Set down all of the entries word for word, omitting the images they contain.

Source data:
···

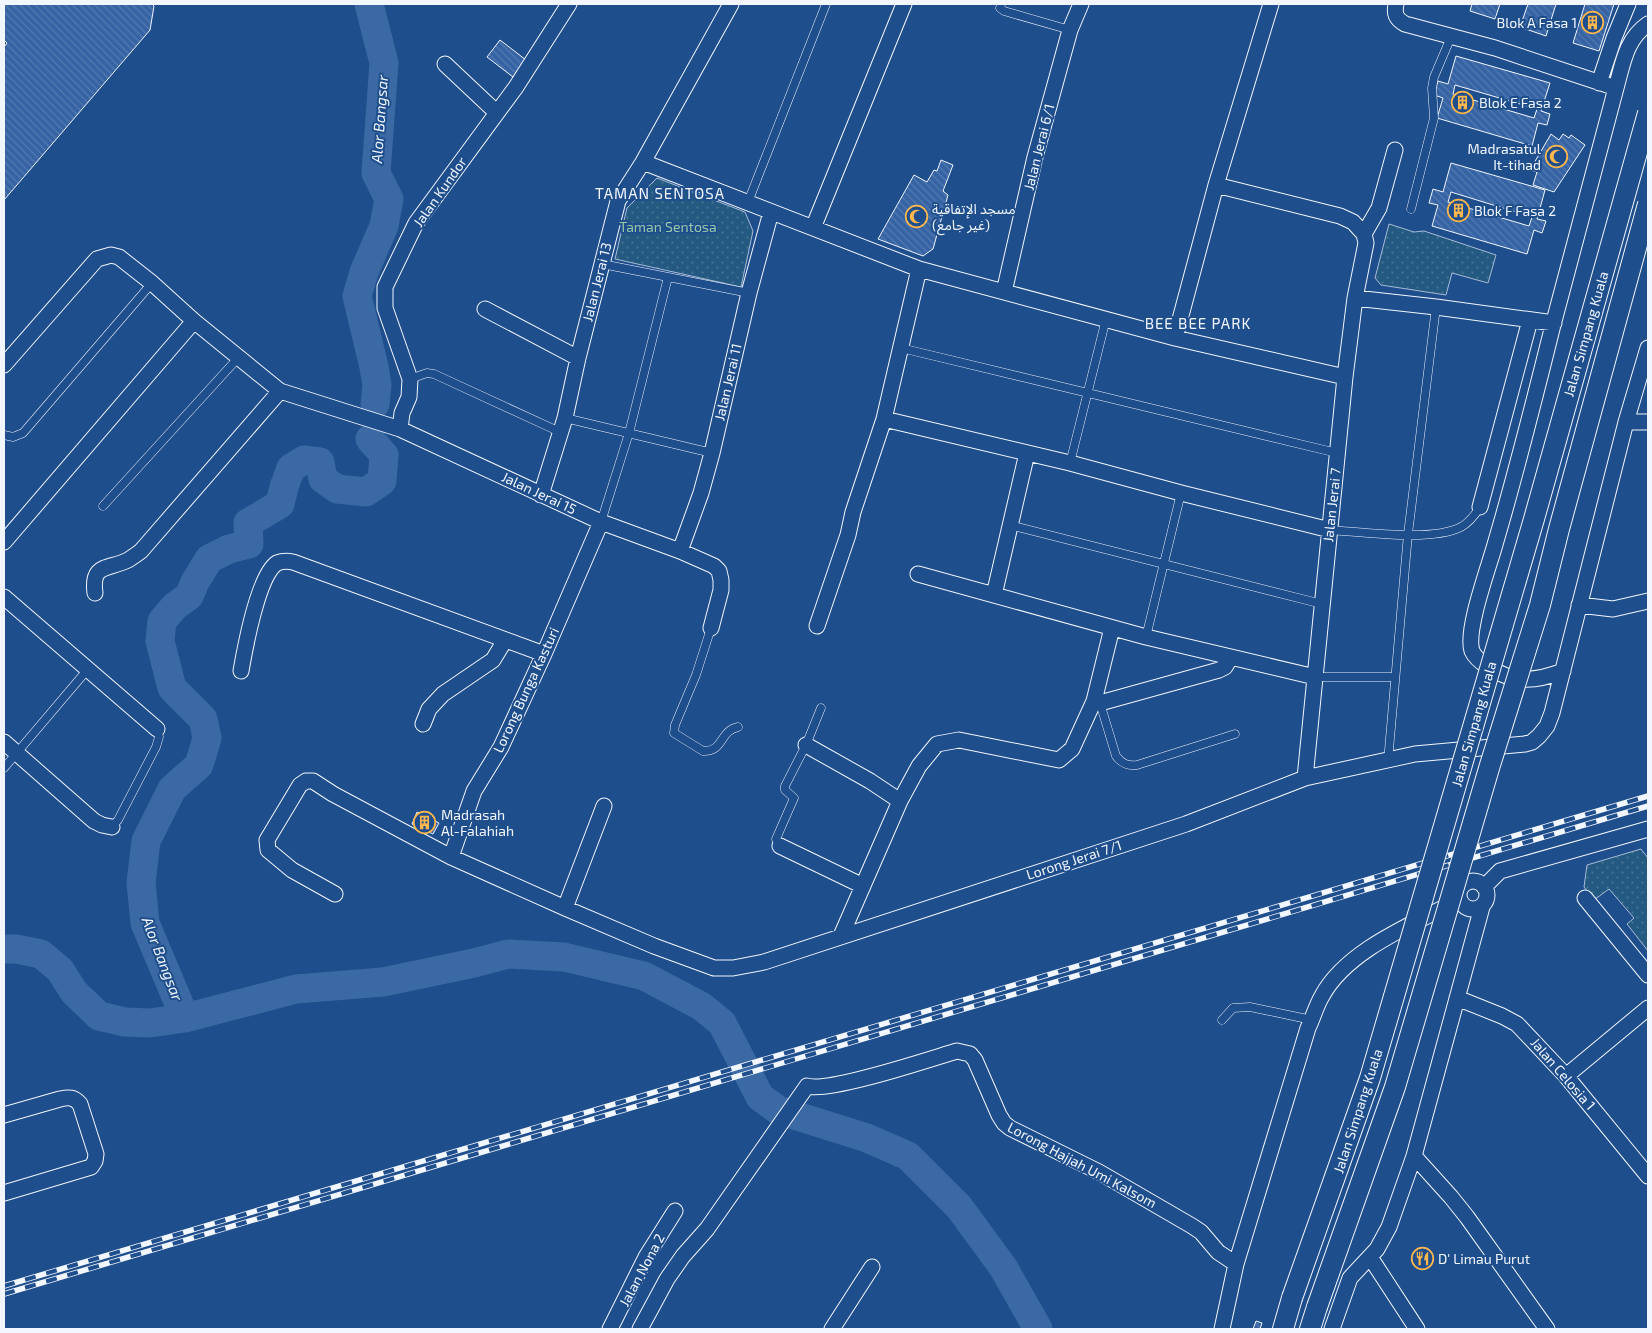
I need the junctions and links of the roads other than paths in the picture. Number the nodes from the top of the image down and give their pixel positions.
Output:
1 (569, 4) edge
2 (731, 4) edge
3 (826, 4) edge
4 (904, 4) edge
5 (1001, 4) edge
6 (1081, 4) edge
7 (1271, 4) edge
8 (1396, 4) edge
9 (1628, 4) edge
10 (1648, 24) edge
11 (1070, 30) junction
12 (1451, 37) junction
13 (445, 64) dead end
14 (1599, 83) junction
15 (1616, 88) junction
16 (496, 112) junction
17 (1648, 112) edge
18 (1395, 150) dead end
19 (643, 162) junction
20 (1216, 185) junction
21 (748, 202) junction
22 (1648, 204) edge
23 (1411, 209) dead end
24 (771, 212) junction
25 (813, 228) junction
26 (1364, 234) junction
27 (602, 264) junction
28 (919, 269) junction
29 (668, 277) junction
30 (152, 282) junction
31 (1004, 292) junction
32 (748, 293) junction
33 (1355, 298) junction
34 (1436, 307) junction
35 (485, 309) dead end
36 (1106, 319) junction
37 (1530, 320) junction
38 (194, 321) junction
39 (1554, 323) junction
40 (1175, 338) junction
41 (901, 348) junction
42 (1648, 348) edge
43 (238, 358) junction
44 (578, 358) junction
45 (4, 365) edge
46 (1344, 376) junction
47 (410, 379) junction
48 (280, 391) junction
49 (1088, 394) junction
50 (884, 419) junction
51 (1626, 422) junction
52 (1648, 422) edge
53 (563, 425) junction
54 (400, 429) junction
55 (629, 433) junction
56 (4, 435) edge
57 (712, 453) junction
58 (1027, 453) junction
59 (1337, 454) junction
60 (1070, 463) junction
61 (1181, 493) junction
62 (541, 495) junction
63 (103, 506) dead end
64 (1480, 507) joint
65 (601, 522) junction
66 (1010, 525) junction
67 (1330, 530) junction
68 (1408, 534) junction
69 (4, 542) edge
70 (680, 551) junction
71 (1164, 563) junction
72 (918, 574) dead end
73 (95, 593) dead end
74 (994, 595) junction
75 (4, 597) edge
76 (1648, 601) edge
77 (1322, 604) junction
78 (1580, 606) junction
79 (817, 626) dead end
80 (710, 628) joint
81 (1112, 628) junction
82 (1146, 637) junction
83 (505, 640) junction
84 (544, 654) junction
85 (1231, 658) junction
86 (88, 669) junction
87 (241, 671) dead end
88 (1563, 671) junction
89 (1315, 677) junction
90 (1395, 677) junction
91 (1097, 702) junction
92 (821, 708) dead end
93 (423, 724) dead end
94 (738, 727) dead end
95 (157, 729) joint
96 (1235, 734) dead end
97 (4, 742) edge
98 (806, 745) junction
99 (17, 754) junction
100 (1388, 761) junction
101 (4, 768) edge
102 (1305, 778) junction
103 (900, 802) junction
104 (604, 806) dead end
105 (112, 827) joint
106 (1648, 829) edge
107 (780, 846) joint
108 (451, 857) junction
109 (863, 886) junction
110 (1484, 887) junction
111 (335, 894) dead end
112 (1584, 898) dead end
113 (1460, 899) junction
114 (1482, 906) junction
115 (565, 908) junction
116 (841, 936) junction
117 (1648, 975) edge
118 (1458, 998) junction
119 (1648, 1008) edge
120 (1222, 1020) dead end
121 (1312, 1020) junction
122 (1566, 1076) junction
123 (4, 1115) edge
124 (1414, 1156) junction
125 (1648, 1176) edge
126 (4, 1193) edge
127 (675, 1211) dead end
128 (1370, 1257) junction
129 (1236, 1264) junction
130 (872, 1267) dead end
131 (610, 1329) edge
132 (640, 1329) edge
133 (832, 1329) edge
134 (1222, 1329) edge
135 (1283, 1329) edge
136 (1310, 1329) edge
137 (1332, 1329) edge
138 (1417, 1329) edge
139 (1547, 1329) edge

1 - 16 street, Jalan Kundor
2 - 19 street, Jalan Jerai 13
3 - 21 lane
4 - 25 street
5 - 11 lane
6 - 11 street, Jalan Jerai 6/1
7 - 20 street
8 - 12 street
9 - 14 street
10 - 15 street
11 - 31 street, Jalan Jerai 6/1
12 - 14 street
12 - 23 lane
13 - 16 street
14 - 15 street
15 - 39 street
16 - 47 street, Jalan Kundor
17 - 135 main road, Jalan Simpang Kuala, bridge
18 - 26 street
19 - 21 street
19 - 27 street, Jalan Jerai 13
20 - 26 street
20 - 40 street
21 - 24 street
22 - 136 main road, Jalan Simpang Kuala, bridge
24 - 25 street
24 - 32 street, Jalan Jerai 11
25 - 28 street
26 - 33 street, Jalan Jerai 7
27 - 29 lane
27 - 44 street, Jalan Jerai 13
28 - 31 street
28 - 41 street
29 - 32 lane
29 - 55 lane
30 - 38 street
30 - 45 street
30 - 56 lane
31 - 36 street
32 - 57 street, Jalan Jerai 11
33 - 34 street
33 - 46 street, Jalan Jerai 7
34 - 37 street
34 - 68 lane
35 - 44 street
36 - 40 street
36 - 49 lane
37 - 39 street
37 - 64 street
38 - 43 street
38 - 69 street
39 - 88 street
40 - 46 street
41 - 49 lane
41 - 50 street
42 - 51 street, Lorong Jerai 7/1
43 - 48 street
43 - 63 lane
44 - 53 street, Jalan Jerai 13
46 - 59 street, Jalan Jerai 7
47 - 53 lane
47 - 54 street
48 - 54 street, Jalan Jerai 15
48 - 73 street
49 - 59 lane
49 - 60 lane
50 - 58 street
50 - 79 street
51 - 52 street
51 - 78 street, Lorong Jerai 7/1
53 - 55 lane
53 - 62 street, Jalan Jerai 13
54 - 62 street, Jalan Jerai 15
55 - 57 lane
55 - 65 lane
57 - 70 street, Jalan Jerai 11
58 - 60 street
58 - 66 street
59 - 67 street, Jalan Jerai 7
60 - 61 street
61 - 67 street
61 - 71 lane
62 - 65 street, Jalan Jerai 15
64 - 68 lane
65 - 70 street, Jalan Jerai 15
65 - 84 street, Lorong Bunga Kasturi
66 - 71 lane
66 - 74 street
67 - 68 lane
67 - 77 street, Jalan Jerai 7
68 - 90 lane
70 - 80 street, Jalan Jerai 15
71 - 77 lane
71 - 82 lane
72 - 74 street
74 - 81 street
75 - 86 street
76 - 78 street
77 - 89 street, Jalan Jerai 7
78 - 88 street, Lorong Jerai 7/1
80 - 94 lane
81 - 82 street
81 - 91 street
82 - 85 street
83 - 84 street
83 - 87 street
83 - 93 street
84 - 108 street, Lorong Bunga Kasturi
85 - 89 street
85 - 91 street
86 - 95 street
86 - 99 lane
88 - 100 street, Lorong Jerai 7/1
89 - 90 lane
89 - 102 street, Jalan Jerai 7
90 - 100 lane
91 - 96 lane
91 - 103 street
92 - 98 lane
95 - 105 lane
97 - 99 street
98 - 103 street
98 - 107 lane
99 - 101 lane
99 - 105 street
100 - 102 street, Lorong Jerai 7/1
102 - 116 street, Lorong Jerai 7/1
103 - 109 street
104 - 115 street
106 - 110 street
107 - 109 street
108 - 111 street, Lorong Jerai 7/1
108 - 115 street, Lorong Jerai 7/1
109 - 116 street
110 - 113 street
110 - 114 street
112 - 117 street
113 - 114 street
113 - 121 street
114 - 118 street
115 - 116 street, Lorong Jerai 7/1
118 - 122 street, Jalan Celosia 1
118 - 124 street
119 - 122 street
120 - 121 lane
121 - 129 street
122 - 125 street, Jalan Celosia 1
123 - 126 street
124 - 128 street
124 - 139 street
127 - 131 street, Jalan Nona 2
128 - 137 street
128 - 138 street
129 - 132 street, Lorong Hajjah Umi Kalsom
129 - 134 street
130 - 133 street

···

The completed task:
I need the junctions and links of the roads other than paths in the picture. Number the nodes from the top of the image down and give their pixel positions.
Output:
1 (569, 4) edge
2 (731, 4) edge
3 (826, 4) edge
4 (904, 4) edge
5 (1001, 4) edge
6 (1081, 4) edge
7 (1271, 4) edge
8 (1396, 4) edge
9 (1628, 4) edge
10 (1648, 24) edge
11 (1070, 30) junction
12 (1451, 37) junction
13 (445, 64) dead end
14 (1599, 83) junction
15 (1616, 88) junction
16 (496, 112) junction
17 (1648, 112) edge
18 (1395, 150) dead end
19 (643, 162) junction
20 (1216, 185) junction
21 (748, 202) junction
22 (1648, 204) edge
23 (1411, 209) dead end
24 (771, 212) junction
25 (813, 228) junction
26 (1364, 234) junction
27 (602, 264) junction
28 (919, 269) junction
29 (668, 277) junction
30 (152, 282) junction
31 (1004, 292) junction
32 (748, 293) junction
33 (1355, 298) junction
34 (1436, 307) junction
35 (485, 309) dead end
36 (1106, 319) junction
37 (1530, 320) junction
38 (194, 321) junction
39 (1554, 323) junction
40 (1175, 338) junction
41 (901, 348) junction
42 (1648, 348) edge
43 (238, 358) junction
44 (578, 358) junction
45 (4, 365) edge
46 (1344, 376) junction
47 (410, 379) junction
48 (280, 391) junction
49 (1088, 394) junction
50 (884, 419) junction
51 (1626, 422) junction
52 (1648, 422) edge
53 (563, 425) junction
54 (400, 429) junction
55 (629, 433) junction
56 (4, 435) edge
57 (712, 453) junction
58 (1027, 453) junction
59 (1337, 454) junction
60 (1070, 463) junction
61 (1181, 493) junction
62 (541, 495) junction
63 (103, 506) dead end
64 (1480, 507) joint
65 (601, 522) junction
66 (1010, 525) junction
67 (1330, 530) junction
68 (1408, 534) junction
69 (4, 542) edge
70 (680, 551) junction
71 (1164, 563) junction
72 (918, 574) dead end
73 (95, 593) dead end
74 (994, 595) junction
75 (4, 597) edge
76 (1648, 601) edge
77 (1322, 604) junction
78 (1580, 606) junction
79 (817, 626) dead end
80 (710, 628) joint
81 (1112, 628) junction
82 (1146, 637) junction
83 (505, 640) junction
84 (544, 654) junction
85 (1231, 658) junction
86 (88, 669) junction
87 (241, 671) dead end
88 (1563, 671) junction
89 (1315, 677) junction
90 (1395, 677) junction
91 (1097, 702) junction
92 (821, 708) dead end
93 (423, 724) dead end
94 (738, 727) dead end
95 (157, 729) joint
96 (1235, 734) dead end
97 (4, 742) edge
98 (806, 745) junction
99 (17, 754) junction
100 (1388, 761) junction
101 (4, 768) edge
102 (1305, 778) junction
103 (900, 802) junction
104 (604, 806) dead end
105 (112, 827) joint
106 (1648, 829) edge
107 (780, 846) joint
108 (451, 857) junction
109 (863, 886) junction
110 (1484, 887) junction
111 (335, 894) dead end
112 (1584, 898) dead end
113 (1460, 899) junction
114 (1482, 906) junction
115 (565, 908) junction
116 (841, 936) junction
117 (1648, 975) edge
118 (1458, 998) junction
119 (1648, 1008) edge
120 (1222, 1020) dead end
121 (1312, 1020) junction
122 (1566, 1076) junction
123 (4, 1115) edge
124 (1414, 1156) junction
125 (1648, 1176) edge
126 (4, 1193) edge
127 (675, 1211) dead end
128 (1370, 1257) junction
129 (1236, 1264) junction
130 (872, 1267) dead end
131 (610, 1329) edge
132 (640, 1329) edge
133 (832, 1329) edge
134 (1222, 1329) edge
135 (1283, 1329) edge
136 (1310, 1329) edge
137 (1332, 1329) edge
138 (1417, 1329) edge
139 (1547, 1329) edge

1 - 16 street, Jalan Kundor
2 - 19 street, Jalan Jerai 13
3 - 21 lane
4 - 25 street
5 - 11 lane
6 - 11 street, Jalan Jerai 6/1
7 - 20 street
8 - 12 street
9 - 14 street
10 - 15 street
11 - 31 street, Jalan Jerai 6/1
12 - 14 street
12 - 23 lane
13 - 16 street
14 - 15 street
15 - 39 street
16 - 47 street, Jalan Kundor
17 - 135 main road, Jalan Simpang Kuala, bridge
18 - 26 street
19 - 21 street
19 - 27 street, Jalan Jerai 13
20 - 26 street
20 - 40 street
21 - 24 street
22 - 136 main road, Jalan Simpang Kuala, bridge
24 - 25 street
24 - 32 street, Jalan Jerai 11
25 - 28 street
26 - 33 street, Jalan Jerai 7
27 - 29 lane
27 - 44 street, Jalan Jerai 13
28 - 31 street
28 - 41 street
29 - 32 lane
29 - 55 lane
30 - 38 street
30 - 45 street
30 - 56 lane
31 - 36 street
32 - 57 street, Jalan Jerai 11
33 - 34 street
33 - 46 street, Jalan Jerai 7
34 - 37 street
34 - 68 lane
35 - 44 street
36 - 40 street
36 - 49 lane
37 - 39 street
37 - 64 street
38 - 43 street
38 - 69 street
39 - 88 street
40 - 46 street
41 - 49 lane
41 - 50 street
42 - 51 street, Lorong Jerai 7/1
43 - 48 street
43 - 63 lane
44 - 53 street, Jalan Jerai 13
46 - 59 street, Jalan Jerai 7
47 - 53 lane
47 - 54 street
48 - 54 street, Jalan Jerai 15
48 - 73 street
49 - 59 lane
49 - 60 lane
50 - 58 street
50 - 79 street
51 - 52 street
51 - 78 street, Lorong Jerai 7/1
53 - 55 lane
53 - 62 street, Jalan Jerai 13
54 - 62 street, Jalan Jerai 15
55 - 57 lane
55 - 65 lane
57 - 70 street, Jalan Jerai 11
58 - 60 street
58 - 66 street
59 - 67 street, Jalan Jerai 7
60 - 61 street
61 - 67 street
61 - 71 lane
62 - 65 street, Jalan Jerai 15
64 - 68 lane
65 - 70 street, Jalan Jerai 15
65 - 84 street, Lorong Bunga Kasturi
66 - 71 lane
66 - 74 street
67 - 68 lane
67 - 77 street, Jalan Jerai 7
68 - 90 lane
70 - 80 street, Jalan Jerai 15
71 - 77 lane
71 - 82 lane
72 - 74 street
74 - 81 street
75 - 86 street
76 - 78 street
77 - 89 street, Jalan Jerai 7
78 - 88 street, Lorong Jerai 7/1
80 - 94 lane
81 - 82 street
81 - 91 street
82 - 85 street
83 - 84 street
83 - 87 street
83 - 93 street
84 - 108 street, Lorong Bunga Kasturi
85 - 89 street
85 - 91 street
86 - 95 street
86 - 99 lane
88 - 100 street, Lorong Jerai 7/1
89 - 90 lane
89 - 102 street, Jalan Jerai 7
90 - 100 lane
91 - 96 lane
91 - 103 street
92 - 98 lane
95 - 105 lane
97 - 99 street
98 - 103 street
98 - 107 lane
99 - 101 lane
99 - 105 street
100 - 102 street, Lorong Jerai 7/1
102 - 116 street, Lorong Jerai 7/1
103 - 109 street
104 - 115 street
106 - 110 street
107 - 109 street
108 - 111 street, Lorong Jerai 7/1
108 - 115 street, Lorong Jerai 7/1
109 - 116 street
110 - 113 street
110 - 114 street
112 - 117 street
113 - 114 street
113 - 121 street
114 - 118 street
115 - 116 street, Lorong Jerai 7/1
118 - 122 street, Jalan Celosia 1
118 - 124 street
119 - 122 street
120 - 121 lane
121 - 129 street
122 - 125 street, Jalan Celosia 1
123 - 126 street
124 - 128 street
124 - 139 street
127 - 131 street, Jalan Nona 2
128 - 137 street
128 - 138 street
129 - 132 street, Lorong Hajjah Umi Kalsom
129 - 134 street
130 - 133 street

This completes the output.